#### Work request
Pictures excluded, copy every record that follows exactly as it appears.

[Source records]
►

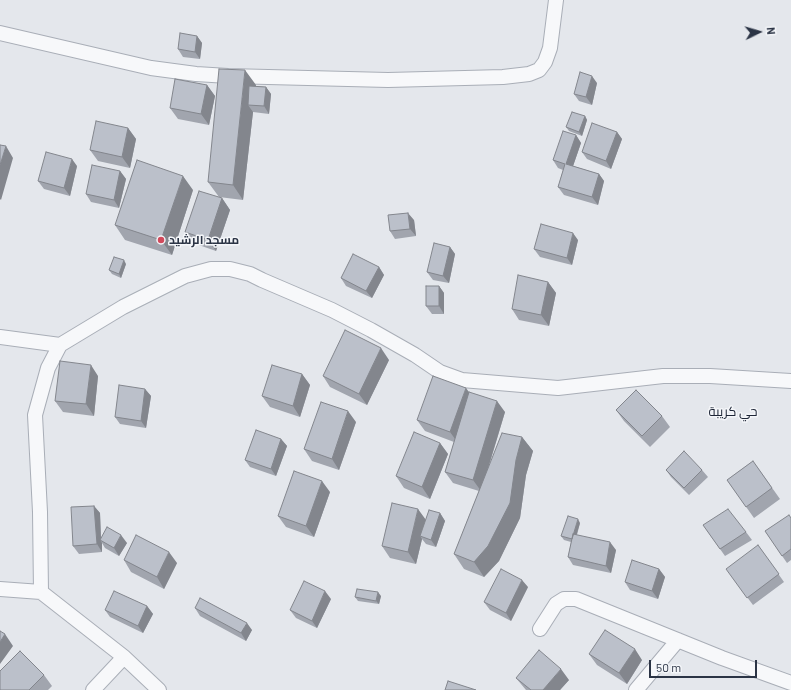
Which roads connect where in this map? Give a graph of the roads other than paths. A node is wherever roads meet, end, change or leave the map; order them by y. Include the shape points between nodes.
1 (556, 0) edge
2 (0, 33) edge
3 (0, 337) edge
4 (60, 345) junction
5 (791, 381) edge
6 (0, 589) edge
7 (41, 592) junction
8 (540, 629) dead end
9 (678, 640) junction
10 (124, 657) junction
11 (791, 683) edge
12 (93, 690) edge
13 (159, 690) edge
14 (636, 690) edge

1 - 2 street via 550,48 545,62 538,70 529,74 503,77 388,80 196,74 151,68
3 - 4 street
4 - 5 street via 123,307 185,276 211,269 230,269 250,274 332,310 415,355 440,372 462,380 558,388 663,376
4 - 7 street via 48,368 35,415
6 - 7 street
7 - 10 street
8 - 9 street via 556,604 564,599 576,599
9 - 11 street
9 - 14 street
10 - 12 street
10 - 13 street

◄

#### Answer box
Which roads connect where in this map? Give a graph of the roads other than paths. A node is wherever roads meet, end, change or leave the map; order them by y. Include the shape points between nodes.
1 (556, 0) edge
2 (0, 33) edge
3 (0, 337) edge
4 (60, 345) junction
5 (791, 381) edge
6 (0, 589) edge
7 (41, 592) junction
8 (540, 629) dead end
9 (678, 640) junction
10 (124, 657) junction
11 (791, 683) edge
12 (93, 690) edge
13 (159, 690) edge
14 (636, 690) edge

1 - 2 street via 550,48 545,62 538,70 529,74 503,77 388,80 196,74 151,68
3 - 4 street
4 - 5 street via 123,307 185,276 211,269 230,269 250,274 332,310 415,355 440,372 462,380 558,388 663,376
4 - 7 street via 48,368 35,415
6 - 7 street
7 - 10 street
8 - 9 street via 556,604 564,599 576,599
9 - 11 street
9 - 14 street
10 - 12 street
10 - 13 street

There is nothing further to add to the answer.